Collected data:

- - -

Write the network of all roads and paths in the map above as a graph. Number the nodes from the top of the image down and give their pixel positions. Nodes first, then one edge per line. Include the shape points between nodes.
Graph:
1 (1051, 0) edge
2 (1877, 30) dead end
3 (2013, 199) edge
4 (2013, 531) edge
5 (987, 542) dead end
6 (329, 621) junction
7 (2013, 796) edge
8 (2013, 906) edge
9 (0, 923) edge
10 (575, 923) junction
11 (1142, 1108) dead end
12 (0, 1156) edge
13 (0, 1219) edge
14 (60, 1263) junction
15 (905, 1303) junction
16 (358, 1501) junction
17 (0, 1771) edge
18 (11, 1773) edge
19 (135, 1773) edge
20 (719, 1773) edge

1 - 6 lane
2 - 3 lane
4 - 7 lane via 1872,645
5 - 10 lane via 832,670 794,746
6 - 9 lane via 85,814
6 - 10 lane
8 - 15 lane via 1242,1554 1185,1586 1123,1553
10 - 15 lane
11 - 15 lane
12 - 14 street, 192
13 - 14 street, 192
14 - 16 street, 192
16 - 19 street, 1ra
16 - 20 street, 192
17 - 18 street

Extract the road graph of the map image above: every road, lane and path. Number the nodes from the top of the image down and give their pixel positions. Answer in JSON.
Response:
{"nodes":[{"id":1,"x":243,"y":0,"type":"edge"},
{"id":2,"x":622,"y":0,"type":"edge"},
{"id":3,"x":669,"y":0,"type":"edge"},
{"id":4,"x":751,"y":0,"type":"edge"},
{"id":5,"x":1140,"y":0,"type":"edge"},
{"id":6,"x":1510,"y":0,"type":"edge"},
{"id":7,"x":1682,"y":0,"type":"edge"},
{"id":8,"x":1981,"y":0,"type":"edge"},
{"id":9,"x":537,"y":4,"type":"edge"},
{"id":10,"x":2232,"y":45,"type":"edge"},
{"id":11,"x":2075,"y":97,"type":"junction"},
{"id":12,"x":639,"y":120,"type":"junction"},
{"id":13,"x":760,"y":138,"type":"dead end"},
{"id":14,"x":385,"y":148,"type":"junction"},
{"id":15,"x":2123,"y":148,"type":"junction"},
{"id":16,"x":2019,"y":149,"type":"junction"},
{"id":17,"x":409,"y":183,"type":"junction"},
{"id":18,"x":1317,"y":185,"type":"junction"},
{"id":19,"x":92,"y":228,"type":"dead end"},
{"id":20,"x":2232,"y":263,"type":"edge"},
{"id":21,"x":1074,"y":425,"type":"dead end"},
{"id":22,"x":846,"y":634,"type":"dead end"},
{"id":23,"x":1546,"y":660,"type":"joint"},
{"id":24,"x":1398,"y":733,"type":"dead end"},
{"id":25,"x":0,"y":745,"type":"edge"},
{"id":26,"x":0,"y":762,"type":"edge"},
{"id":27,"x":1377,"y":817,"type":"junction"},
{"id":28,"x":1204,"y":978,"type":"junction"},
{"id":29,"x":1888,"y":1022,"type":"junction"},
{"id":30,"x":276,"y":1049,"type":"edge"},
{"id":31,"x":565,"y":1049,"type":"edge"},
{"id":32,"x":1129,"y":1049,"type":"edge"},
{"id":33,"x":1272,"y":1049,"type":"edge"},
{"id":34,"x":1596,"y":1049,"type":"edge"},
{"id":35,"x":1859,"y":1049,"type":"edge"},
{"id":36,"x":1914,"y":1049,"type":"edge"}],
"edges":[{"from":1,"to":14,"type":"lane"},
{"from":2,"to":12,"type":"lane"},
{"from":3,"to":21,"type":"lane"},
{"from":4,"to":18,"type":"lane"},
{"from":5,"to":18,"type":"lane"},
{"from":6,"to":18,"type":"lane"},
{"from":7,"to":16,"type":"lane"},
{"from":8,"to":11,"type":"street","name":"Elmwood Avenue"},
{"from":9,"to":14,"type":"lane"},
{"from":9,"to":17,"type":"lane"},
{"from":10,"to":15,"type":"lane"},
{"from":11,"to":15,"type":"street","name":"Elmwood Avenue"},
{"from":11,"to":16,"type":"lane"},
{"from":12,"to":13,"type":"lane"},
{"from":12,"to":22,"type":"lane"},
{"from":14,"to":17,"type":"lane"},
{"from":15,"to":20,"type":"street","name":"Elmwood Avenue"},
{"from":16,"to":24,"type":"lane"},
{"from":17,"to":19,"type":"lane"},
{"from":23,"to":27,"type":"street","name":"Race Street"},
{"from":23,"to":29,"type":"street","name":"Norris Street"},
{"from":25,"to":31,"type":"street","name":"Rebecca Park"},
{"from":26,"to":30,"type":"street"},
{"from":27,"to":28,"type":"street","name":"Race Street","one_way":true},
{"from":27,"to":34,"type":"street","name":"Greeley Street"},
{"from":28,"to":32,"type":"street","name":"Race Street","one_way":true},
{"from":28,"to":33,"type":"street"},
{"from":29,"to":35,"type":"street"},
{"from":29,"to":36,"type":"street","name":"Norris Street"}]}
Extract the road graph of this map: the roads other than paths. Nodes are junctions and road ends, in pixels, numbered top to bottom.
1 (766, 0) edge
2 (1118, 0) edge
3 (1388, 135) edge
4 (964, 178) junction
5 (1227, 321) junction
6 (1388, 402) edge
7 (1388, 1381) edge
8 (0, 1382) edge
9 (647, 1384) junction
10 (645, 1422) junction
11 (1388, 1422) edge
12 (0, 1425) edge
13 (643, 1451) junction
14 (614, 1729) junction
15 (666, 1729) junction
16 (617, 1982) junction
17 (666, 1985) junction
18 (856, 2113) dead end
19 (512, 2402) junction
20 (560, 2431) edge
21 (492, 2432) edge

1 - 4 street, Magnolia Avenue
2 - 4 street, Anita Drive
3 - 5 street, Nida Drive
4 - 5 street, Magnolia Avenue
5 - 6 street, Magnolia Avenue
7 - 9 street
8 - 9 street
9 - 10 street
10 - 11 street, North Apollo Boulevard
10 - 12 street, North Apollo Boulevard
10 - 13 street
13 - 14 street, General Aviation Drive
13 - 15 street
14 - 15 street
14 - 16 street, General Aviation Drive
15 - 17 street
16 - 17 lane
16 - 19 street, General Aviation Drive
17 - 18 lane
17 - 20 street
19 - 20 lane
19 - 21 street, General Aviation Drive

- - -

Task brief: All lines of the data that hold "true" need to be copied.

Answer below:
{"from":27,"to":28,"type":"street","name":"Race Street","one_way":true},
{"from":28,"to":32,"type":"street","name":"Race Street","one_way":true},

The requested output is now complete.